**Exercise prompt:**
You are asked to filter the data below and copy every line holding "Left".

[Stored records]
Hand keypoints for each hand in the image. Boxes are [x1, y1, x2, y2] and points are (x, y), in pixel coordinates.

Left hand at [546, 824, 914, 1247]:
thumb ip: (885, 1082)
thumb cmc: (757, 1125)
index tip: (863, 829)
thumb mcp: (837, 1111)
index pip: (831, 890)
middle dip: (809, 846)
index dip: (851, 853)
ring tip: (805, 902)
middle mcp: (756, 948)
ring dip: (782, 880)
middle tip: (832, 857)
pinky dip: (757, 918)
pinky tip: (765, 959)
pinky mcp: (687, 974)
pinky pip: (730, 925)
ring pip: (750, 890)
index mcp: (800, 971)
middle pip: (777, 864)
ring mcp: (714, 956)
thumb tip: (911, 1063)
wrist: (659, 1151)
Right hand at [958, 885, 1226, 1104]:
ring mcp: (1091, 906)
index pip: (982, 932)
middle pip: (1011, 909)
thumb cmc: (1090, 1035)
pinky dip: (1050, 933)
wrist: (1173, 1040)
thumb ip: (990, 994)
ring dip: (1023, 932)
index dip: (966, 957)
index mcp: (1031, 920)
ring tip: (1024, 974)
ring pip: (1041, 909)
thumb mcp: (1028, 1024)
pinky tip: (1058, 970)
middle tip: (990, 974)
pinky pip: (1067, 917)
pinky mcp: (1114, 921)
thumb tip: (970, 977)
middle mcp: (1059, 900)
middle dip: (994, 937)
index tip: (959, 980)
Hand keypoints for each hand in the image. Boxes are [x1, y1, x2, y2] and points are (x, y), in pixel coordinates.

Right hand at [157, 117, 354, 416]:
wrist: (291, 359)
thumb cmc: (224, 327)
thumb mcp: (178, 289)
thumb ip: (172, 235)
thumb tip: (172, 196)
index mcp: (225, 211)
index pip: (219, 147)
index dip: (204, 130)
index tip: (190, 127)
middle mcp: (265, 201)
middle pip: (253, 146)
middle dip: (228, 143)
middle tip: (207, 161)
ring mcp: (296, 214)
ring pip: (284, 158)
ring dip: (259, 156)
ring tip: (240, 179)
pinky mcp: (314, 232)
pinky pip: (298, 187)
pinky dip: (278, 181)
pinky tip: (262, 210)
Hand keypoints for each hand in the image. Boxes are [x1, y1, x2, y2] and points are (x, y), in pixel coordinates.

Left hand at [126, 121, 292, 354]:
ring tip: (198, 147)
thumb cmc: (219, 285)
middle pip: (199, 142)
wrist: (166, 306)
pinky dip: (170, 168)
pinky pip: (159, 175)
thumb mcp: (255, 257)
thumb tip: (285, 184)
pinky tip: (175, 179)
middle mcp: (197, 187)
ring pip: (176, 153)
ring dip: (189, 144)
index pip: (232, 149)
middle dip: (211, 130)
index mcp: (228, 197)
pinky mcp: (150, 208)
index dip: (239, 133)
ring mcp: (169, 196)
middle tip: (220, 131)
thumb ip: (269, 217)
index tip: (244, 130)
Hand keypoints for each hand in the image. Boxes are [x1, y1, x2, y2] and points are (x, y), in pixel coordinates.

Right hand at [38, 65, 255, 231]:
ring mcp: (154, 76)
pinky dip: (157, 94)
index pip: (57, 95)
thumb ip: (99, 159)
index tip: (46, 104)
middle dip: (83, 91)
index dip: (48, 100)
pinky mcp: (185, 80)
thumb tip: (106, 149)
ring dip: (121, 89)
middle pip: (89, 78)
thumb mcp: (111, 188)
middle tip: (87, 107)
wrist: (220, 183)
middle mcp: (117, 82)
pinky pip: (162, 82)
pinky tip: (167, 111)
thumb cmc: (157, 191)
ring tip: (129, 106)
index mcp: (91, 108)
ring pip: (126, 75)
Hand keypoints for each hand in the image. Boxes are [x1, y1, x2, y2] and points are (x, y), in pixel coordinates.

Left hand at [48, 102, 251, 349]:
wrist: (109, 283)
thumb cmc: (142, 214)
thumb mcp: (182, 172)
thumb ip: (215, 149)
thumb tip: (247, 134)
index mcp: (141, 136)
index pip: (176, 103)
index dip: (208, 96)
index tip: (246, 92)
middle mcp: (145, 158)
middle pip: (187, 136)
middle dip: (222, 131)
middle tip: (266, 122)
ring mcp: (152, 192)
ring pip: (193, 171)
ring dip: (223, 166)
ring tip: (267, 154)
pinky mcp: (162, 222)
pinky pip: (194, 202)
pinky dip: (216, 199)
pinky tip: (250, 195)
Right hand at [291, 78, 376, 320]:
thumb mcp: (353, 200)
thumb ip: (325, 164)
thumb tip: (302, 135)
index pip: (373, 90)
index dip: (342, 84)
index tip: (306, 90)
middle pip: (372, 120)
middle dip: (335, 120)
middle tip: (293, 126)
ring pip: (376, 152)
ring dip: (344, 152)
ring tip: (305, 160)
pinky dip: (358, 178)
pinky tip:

**Your solution:**
Left hand at [546, 824, 914, 1247]:
Left hand at [126, 121, 292, 354]:
Left hand at [48, 102, 251, 349]:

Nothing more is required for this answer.